[
https://issues.apache.org/jira/browse/UIMA-2359?page=com.atlassian.jira.plugin.system.issuetabpanels:comment-tabpanel&focusedCommentId=13409428#comment-13409428
]
Peter Klügl commented on UIMA-2359:
-----------------------------------
Is there a generic solution for this problem? I would not restrict the
functionality to either of both cases. Should only one break be created by the
lexer? In my applications, I solved this on the rule-level, but I am open to
any suggestions and improvements.
> Different results of Text Maker in windows and unix
> ---------------------------------------------------
>
> Key: UIMA-2359
> URL: https://issues.apache.org/jira/browse/UIMA-2359
> Project: UIMA
> Issue Type: Bug
> Components: Sandbox, TextMarker
> Affects Versions: build-resources-2
> Environment: Windows
> Reporter: Luca Dini (CELI)
> Assignee: Peter Klügl
> Priority: Minor
> Labels: patch
>
> The class AbstractApplyScriptHandlerJob when called from the workbenck calls,
> for reding text to be analyzed the method:
> org.apache.uima.pear.util.FileUtil.loadTextFile(new File(each), "UTF-8");
> Such a method return nelines in window as 2 new lines.

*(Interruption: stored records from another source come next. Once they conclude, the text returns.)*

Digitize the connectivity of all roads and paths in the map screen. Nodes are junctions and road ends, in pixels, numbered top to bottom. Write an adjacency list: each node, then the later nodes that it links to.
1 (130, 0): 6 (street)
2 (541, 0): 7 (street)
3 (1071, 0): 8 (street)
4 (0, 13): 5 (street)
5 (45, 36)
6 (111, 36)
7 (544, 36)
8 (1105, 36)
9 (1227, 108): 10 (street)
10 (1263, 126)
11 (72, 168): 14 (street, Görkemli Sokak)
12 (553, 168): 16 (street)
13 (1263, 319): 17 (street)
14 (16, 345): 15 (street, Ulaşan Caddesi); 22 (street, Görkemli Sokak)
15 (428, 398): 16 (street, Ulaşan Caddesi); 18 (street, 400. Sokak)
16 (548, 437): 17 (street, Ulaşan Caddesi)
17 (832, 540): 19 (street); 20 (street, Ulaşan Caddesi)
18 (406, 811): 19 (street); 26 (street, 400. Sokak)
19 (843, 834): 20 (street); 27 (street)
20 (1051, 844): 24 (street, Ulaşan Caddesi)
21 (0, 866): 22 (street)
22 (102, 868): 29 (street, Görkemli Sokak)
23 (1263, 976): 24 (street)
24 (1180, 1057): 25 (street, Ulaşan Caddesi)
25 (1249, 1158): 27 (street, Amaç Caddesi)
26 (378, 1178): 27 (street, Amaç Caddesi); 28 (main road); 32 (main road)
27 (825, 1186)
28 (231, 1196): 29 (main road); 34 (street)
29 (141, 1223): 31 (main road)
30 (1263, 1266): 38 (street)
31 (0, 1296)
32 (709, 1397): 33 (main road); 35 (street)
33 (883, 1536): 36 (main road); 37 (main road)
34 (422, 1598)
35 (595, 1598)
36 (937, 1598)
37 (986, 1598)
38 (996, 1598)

Therefore basic
> TextMarker annotations appears like:
> line BREAK BREAK
> line BREAK BREAK
> Therefore grammars written on windows must take into account the double break
> which make them not applicable when running on unix or when using other read
> methods, such as:
> Scanner sc = new Scanner(inFile, "UTF-8");
> String out = "";
> while (sc.hasNextLine()) {
> out += sc.nextLine() + "\n";
> }
> Relates to:
> https://issues.apache.org/jira/browse/UIMA-2133t
--
This message is automatically generated by JIRA.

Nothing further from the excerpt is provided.